Morton believes there is actually not much difference between the parties when it comes to the big decisions such as tackling the country's deficit. "There will be a few changes between the parties but they're all committed to reducing the deficit over the next five, six or seven years," he says.
Worst scenario
The greatest concern for markets is that in the event of another coalition, will it actually be workable? The worst scenario would be a coalition of two, three or four parties that can agree on very little.
Zangana says: "Even if we end up with a coalition, it may not last for very long so chances of another election later in the year are quite high. That is quite negative for UK markets."
Morton says this would "severely impact" markets in the short term.
International investors could be frightened off by such events, leading to a major sell-off in UK equities.
Morton does not believe it would come to that, however. He says: "Everyone internationally is watching with interest but they are still willing to believe there will be a reasonably sensible outcome. Even if it isn't as sensible as they hope for, the actual policies will still be reasonably sensible as there are things the parties will have to do."
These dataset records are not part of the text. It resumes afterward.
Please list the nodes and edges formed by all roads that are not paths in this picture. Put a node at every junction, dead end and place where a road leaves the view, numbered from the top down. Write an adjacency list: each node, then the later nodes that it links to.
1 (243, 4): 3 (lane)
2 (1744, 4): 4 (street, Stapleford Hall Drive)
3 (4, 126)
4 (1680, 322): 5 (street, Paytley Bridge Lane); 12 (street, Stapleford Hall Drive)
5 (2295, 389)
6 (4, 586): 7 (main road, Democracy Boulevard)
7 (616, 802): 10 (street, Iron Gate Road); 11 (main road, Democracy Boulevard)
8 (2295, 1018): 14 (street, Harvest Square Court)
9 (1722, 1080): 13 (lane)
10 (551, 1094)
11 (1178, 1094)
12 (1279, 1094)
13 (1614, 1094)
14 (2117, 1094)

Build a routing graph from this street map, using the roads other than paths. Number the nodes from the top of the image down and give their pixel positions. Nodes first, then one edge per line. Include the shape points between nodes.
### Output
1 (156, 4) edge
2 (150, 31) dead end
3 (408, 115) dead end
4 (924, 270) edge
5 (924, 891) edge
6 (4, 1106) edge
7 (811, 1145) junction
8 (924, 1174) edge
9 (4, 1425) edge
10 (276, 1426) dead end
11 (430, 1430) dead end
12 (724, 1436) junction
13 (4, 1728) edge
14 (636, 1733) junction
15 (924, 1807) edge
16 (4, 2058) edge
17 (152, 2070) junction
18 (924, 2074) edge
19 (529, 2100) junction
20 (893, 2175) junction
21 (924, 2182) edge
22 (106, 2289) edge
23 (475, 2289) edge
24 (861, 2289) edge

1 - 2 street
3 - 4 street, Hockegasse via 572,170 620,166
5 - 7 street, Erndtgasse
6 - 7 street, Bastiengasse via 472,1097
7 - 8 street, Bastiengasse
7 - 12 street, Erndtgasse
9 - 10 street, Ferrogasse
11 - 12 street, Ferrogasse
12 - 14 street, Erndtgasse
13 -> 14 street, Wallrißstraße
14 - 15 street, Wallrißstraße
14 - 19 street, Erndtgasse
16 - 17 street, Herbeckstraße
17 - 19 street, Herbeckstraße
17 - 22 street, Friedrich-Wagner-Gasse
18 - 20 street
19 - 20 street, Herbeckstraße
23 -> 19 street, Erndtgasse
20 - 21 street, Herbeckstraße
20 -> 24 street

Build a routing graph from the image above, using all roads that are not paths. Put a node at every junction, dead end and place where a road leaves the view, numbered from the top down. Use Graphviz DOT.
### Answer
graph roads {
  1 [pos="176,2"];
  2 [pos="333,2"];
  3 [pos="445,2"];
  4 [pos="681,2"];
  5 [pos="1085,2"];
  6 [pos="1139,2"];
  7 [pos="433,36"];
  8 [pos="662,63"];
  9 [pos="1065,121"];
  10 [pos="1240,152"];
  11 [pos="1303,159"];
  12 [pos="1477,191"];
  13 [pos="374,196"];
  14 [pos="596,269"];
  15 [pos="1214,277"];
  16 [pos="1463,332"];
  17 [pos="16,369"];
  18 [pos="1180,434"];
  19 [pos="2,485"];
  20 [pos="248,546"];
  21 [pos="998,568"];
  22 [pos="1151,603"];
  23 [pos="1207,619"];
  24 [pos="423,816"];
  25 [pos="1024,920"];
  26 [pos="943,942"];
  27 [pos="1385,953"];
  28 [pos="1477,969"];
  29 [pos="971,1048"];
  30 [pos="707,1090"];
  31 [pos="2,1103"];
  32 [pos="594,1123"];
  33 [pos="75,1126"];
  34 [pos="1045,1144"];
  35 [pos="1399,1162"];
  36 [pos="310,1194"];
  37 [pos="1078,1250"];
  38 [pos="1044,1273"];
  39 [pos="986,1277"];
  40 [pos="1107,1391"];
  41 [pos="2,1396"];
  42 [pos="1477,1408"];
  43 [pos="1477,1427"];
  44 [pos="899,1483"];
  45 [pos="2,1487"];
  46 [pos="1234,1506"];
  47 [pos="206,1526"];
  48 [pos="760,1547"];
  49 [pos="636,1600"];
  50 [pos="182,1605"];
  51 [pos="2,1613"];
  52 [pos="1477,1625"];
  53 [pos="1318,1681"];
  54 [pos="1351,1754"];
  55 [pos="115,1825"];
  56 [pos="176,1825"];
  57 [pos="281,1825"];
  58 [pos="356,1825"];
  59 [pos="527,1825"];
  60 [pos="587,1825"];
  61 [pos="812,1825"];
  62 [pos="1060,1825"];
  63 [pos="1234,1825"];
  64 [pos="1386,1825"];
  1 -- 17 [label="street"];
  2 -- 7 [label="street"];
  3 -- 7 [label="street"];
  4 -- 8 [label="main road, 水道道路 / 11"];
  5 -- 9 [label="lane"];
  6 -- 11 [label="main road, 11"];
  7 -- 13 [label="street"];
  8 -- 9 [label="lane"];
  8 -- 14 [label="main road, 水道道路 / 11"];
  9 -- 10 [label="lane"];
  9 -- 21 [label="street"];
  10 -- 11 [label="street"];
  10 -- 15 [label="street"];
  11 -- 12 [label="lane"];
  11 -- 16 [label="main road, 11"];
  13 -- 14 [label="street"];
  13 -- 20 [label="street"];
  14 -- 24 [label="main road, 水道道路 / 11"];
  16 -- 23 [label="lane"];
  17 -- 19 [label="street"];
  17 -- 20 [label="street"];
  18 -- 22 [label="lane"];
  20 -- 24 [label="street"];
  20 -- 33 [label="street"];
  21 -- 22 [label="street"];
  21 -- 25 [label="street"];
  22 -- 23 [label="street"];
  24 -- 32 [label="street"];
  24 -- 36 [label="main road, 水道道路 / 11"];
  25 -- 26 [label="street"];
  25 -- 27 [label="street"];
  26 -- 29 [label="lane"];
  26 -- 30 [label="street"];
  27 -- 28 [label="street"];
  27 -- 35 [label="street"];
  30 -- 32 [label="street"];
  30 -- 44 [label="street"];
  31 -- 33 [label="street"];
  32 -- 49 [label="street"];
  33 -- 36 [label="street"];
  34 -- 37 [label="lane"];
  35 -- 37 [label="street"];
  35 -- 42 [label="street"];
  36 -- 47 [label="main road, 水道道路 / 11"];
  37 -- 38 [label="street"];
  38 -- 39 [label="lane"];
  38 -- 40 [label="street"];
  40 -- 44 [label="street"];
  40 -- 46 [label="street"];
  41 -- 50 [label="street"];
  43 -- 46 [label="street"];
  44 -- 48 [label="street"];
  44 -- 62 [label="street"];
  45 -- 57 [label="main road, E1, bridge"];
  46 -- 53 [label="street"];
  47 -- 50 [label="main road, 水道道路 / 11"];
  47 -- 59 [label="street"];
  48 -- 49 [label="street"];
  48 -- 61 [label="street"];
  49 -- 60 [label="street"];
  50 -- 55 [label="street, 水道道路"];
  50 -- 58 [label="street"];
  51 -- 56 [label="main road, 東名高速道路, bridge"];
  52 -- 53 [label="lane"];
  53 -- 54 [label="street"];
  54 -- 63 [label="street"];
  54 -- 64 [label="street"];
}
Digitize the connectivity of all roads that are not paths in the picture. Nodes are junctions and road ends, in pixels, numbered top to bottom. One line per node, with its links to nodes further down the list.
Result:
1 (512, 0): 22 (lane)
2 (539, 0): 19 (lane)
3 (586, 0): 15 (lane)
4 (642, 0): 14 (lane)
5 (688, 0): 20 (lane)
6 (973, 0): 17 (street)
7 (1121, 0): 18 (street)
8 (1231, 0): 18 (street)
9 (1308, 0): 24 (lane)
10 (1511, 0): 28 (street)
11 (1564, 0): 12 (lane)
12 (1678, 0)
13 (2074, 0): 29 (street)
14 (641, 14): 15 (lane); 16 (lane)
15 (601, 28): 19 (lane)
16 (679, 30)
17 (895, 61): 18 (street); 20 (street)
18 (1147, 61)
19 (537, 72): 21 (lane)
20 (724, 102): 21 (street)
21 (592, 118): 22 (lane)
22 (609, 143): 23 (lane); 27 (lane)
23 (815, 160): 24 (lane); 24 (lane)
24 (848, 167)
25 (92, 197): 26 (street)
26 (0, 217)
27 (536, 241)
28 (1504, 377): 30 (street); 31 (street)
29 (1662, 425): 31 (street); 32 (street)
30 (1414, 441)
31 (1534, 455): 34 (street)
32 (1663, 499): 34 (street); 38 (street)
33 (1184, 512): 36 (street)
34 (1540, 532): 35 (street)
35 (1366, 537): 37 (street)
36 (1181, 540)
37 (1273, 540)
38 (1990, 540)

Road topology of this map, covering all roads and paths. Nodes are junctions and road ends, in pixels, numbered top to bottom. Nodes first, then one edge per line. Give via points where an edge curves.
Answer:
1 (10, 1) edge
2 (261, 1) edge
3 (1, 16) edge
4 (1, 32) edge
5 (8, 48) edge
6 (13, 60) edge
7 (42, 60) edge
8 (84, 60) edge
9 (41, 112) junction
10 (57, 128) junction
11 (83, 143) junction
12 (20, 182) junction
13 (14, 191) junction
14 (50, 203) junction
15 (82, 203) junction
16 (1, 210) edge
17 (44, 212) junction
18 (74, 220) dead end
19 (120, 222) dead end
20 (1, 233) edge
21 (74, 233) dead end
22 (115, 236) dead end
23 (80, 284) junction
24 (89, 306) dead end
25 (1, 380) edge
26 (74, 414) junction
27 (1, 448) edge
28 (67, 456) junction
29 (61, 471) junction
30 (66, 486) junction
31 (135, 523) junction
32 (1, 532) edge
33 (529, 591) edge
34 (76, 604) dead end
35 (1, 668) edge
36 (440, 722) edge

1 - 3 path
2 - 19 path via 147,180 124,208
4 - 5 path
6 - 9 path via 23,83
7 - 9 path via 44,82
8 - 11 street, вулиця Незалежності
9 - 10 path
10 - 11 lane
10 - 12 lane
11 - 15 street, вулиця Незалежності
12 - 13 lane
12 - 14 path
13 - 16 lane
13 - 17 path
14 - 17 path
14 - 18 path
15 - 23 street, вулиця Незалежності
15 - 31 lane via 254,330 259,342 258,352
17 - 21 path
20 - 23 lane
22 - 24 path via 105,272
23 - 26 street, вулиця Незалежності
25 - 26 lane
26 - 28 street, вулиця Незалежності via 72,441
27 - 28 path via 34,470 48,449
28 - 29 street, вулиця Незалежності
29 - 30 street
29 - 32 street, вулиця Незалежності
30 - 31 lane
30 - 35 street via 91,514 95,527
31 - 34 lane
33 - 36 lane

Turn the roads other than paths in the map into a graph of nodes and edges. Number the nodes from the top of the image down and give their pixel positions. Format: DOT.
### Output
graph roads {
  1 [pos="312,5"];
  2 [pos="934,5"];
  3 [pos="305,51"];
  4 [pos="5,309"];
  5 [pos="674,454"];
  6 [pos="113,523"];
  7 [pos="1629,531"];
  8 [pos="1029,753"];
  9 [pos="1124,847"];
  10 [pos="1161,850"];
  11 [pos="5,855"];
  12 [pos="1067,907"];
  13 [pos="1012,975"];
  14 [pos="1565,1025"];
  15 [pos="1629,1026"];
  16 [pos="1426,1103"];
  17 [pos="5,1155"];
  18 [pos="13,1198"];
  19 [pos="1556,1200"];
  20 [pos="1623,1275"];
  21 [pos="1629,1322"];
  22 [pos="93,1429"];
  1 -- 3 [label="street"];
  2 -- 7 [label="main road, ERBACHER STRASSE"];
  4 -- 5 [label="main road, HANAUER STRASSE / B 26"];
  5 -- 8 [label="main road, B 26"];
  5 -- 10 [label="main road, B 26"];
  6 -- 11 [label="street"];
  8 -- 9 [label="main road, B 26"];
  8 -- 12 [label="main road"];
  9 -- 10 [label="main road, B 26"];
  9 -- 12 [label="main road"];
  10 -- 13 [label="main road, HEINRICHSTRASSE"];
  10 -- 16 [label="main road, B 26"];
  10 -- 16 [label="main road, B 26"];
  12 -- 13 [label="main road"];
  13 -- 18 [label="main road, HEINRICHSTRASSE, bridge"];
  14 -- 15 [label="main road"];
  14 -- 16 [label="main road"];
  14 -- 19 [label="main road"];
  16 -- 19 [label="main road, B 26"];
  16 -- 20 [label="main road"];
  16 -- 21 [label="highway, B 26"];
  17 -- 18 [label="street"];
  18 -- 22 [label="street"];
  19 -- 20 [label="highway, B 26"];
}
If we remove the election uncertainty, the UK is looking in pretty good shape with low oil prices, falling food prices, low inflation, rising house prices and the strongest average earnings for years. For long-term investors, it is important to look at the bigger picture rather than worrying about who will be in charge after the election.
The positive data are not being reflected in the profits and earnings of companies, however. Walbaum says: "Companies are under pressure for a number of reasons such as currency strength and oil price weakness. Across a lot of financial institutions regulation and unburdening balance sheets are ongoing issues. Given the price of the equity market is well ahead of earnings, it is potentially a little fragile anyway."
Hymans Robertson is pretty cautious on UK equities although is not recommending that investors sell them. Rather, if schemes have scope to take profits then now is probably a good time to do it, says Walbaum.
"Schemes may well be in a position where they've had a very good run in equities and may want to capitalise on some of that and remove exposure to some of the uncertainty," he adds.
The impact of election uncertainty on equities could be mitigated by the fact that most large UK-listed companies generate most of their business from foreign markets. If the UK was hit really hard by political concerns it would probably create a buying opportunity, according to Morton.
For pension schemes it is a case of wait and see while avoiding making rash decisions based on a wild guess on what may happen on 8 May. Zangana suggests taking a calm and cautious attitude in the run up to the election: "Investors should ensure they're fairly agile during the period and be ready to act on volatility if necessary when the results become clearer."